§ MATERIAL SUPPLIED
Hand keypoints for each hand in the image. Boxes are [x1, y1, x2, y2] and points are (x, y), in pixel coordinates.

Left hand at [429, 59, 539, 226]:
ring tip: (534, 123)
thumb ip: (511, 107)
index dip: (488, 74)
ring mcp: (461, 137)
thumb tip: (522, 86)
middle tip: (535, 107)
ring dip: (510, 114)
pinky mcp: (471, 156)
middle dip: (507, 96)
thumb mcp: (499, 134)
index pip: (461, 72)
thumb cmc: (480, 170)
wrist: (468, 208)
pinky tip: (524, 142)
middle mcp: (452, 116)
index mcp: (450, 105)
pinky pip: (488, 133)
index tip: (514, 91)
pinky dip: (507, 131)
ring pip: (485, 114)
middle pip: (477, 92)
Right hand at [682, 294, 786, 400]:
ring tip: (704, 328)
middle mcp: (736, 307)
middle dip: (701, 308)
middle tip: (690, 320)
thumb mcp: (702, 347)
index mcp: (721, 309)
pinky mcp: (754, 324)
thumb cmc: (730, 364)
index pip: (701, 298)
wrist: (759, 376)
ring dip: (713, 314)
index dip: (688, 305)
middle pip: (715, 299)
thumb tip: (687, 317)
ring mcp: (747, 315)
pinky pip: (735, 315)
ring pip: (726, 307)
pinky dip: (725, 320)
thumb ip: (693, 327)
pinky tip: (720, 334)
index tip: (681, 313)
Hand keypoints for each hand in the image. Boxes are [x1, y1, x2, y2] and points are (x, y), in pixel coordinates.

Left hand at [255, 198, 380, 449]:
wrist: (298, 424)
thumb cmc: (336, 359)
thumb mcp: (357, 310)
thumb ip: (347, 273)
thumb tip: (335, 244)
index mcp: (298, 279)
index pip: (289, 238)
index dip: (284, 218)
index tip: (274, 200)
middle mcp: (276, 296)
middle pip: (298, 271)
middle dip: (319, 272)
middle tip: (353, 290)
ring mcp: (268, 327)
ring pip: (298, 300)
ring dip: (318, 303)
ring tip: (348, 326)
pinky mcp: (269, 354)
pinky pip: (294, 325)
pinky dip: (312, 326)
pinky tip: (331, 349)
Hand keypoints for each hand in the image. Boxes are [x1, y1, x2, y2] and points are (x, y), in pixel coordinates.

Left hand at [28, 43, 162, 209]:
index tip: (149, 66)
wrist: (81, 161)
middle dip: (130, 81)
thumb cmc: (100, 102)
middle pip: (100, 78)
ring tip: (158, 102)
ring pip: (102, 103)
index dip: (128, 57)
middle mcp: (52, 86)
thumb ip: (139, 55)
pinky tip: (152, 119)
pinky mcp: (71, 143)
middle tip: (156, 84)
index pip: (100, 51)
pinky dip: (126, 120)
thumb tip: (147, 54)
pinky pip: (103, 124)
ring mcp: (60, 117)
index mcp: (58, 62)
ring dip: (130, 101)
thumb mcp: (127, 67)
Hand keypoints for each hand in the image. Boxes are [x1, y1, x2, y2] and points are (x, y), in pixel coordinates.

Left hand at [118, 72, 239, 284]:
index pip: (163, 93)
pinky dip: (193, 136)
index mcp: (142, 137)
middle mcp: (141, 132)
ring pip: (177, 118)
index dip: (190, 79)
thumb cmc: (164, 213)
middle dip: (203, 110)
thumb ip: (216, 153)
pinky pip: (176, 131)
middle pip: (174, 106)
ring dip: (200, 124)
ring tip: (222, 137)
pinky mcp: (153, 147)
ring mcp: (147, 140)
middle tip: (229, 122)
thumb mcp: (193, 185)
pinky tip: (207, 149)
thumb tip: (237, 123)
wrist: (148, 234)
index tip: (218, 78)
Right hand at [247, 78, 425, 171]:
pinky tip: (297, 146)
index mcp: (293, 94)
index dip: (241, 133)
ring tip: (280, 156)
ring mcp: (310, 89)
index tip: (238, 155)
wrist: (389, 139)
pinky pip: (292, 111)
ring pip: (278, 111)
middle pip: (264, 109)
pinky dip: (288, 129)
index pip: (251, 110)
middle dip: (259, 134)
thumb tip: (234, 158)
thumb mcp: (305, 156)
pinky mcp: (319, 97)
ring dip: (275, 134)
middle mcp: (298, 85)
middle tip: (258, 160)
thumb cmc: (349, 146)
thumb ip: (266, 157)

---

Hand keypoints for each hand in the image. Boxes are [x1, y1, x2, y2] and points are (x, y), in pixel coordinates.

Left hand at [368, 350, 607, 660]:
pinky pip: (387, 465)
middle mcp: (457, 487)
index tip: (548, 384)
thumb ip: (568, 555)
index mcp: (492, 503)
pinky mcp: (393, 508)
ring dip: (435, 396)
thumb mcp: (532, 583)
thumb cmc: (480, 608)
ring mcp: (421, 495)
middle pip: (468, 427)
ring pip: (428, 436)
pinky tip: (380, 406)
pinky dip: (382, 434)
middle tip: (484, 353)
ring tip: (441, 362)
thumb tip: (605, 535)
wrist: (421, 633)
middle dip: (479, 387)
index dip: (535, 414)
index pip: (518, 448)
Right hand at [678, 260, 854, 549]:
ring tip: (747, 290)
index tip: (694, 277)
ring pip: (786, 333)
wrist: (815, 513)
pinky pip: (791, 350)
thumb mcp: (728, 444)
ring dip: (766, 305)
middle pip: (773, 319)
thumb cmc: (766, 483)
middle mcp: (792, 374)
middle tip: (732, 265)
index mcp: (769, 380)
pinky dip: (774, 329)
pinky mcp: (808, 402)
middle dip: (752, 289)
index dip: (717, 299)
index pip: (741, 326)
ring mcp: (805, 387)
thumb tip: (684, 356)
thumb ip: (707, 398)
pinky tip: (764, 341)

--

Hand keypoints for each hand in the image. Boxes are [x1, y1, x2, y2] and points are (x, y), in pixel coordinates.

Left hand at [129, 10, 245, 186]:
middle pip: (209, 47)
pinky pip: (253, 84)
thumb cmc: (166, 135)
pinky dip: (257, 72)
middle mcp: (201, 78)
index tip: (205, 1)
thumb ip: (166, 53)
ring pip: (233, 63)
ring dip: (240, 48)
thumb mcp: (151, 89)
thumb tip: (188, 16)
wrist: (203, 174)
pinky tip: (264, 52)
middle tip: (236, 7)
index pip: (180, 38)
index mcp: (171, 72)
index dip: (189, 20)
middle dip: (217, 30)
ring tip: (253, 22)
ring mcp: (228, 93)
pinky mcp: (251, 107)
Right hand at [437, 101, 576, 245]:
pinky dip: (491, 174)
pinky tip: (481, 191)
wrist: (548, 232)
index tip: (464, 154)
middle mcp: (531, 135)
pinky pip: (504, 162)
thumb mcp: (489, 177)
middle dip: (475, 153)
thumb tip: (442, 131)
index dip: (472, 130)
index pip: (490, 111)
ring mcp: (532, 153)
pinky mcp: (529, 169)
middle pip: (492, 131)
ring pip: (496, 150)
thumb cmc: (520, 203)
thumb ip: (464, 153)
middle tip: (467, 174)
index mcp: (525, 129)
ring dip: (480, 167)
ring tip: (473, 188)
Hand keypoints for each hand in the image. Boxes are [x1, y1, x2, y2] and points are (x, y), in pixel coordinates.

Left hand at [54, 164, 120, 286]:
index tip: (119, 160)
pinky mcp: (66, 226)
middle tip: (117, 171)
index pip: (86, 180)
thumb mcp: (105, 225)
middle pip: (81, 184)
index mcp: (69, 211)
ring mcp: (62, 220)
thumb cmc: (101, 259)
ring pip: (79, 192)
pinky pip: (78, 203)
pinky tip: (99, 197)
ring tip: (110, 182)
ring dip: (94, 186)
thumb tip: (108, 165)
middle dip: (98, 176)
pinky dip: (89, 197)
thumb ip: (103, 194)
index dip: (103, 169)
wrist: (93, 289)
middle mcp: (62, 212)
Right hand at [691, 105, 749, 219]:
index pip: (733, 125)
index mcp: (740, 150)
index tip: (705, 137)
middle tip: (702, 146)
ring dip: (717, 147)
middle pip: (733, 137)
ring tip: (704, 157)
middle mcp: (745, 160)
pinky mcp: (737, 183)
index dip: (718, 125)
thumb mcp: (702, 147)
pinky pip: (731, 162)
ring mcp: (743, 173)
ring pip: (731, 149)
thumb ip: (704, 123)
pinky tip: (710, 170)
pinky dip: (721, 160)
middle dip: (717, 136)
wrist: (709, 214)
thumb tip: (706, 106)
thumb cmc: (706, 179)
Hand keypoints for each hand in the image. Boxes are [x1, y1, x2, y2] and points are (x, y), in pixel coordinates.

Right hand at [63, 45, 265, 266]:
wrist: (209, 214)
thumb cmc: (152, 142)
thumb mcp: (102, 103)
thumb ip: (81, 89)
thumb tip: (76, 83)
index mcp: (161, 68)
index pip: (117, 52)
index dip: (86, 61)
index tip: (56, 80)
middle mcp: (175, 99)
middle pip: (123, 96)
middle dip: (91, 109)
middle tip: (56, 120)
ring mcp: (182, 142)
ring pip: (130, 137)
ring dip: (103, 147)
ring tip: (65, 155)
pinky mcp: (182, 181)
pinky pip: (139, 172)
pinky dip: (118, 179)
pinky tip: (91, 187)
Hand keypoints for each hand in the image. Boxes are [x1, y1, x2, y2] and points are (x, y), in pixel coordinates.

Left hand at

§ WORK REQUEST
Note each line of the material holding "Left" and copy it out.

§ EXERCISE SOLUTION
Left hand at [429, 59, 539, 226]:
Left hand at [255, 198, 380, 449]:
Left hand at [28, 43, 162, 209]:
Left hand at [118, 72, 239, 284]:
Left hand at [368, 350, 607, 660]:
Left hand at [129, 10, 245, 186]:
Left hand at [54, 164, 120, 286]:
Left hand at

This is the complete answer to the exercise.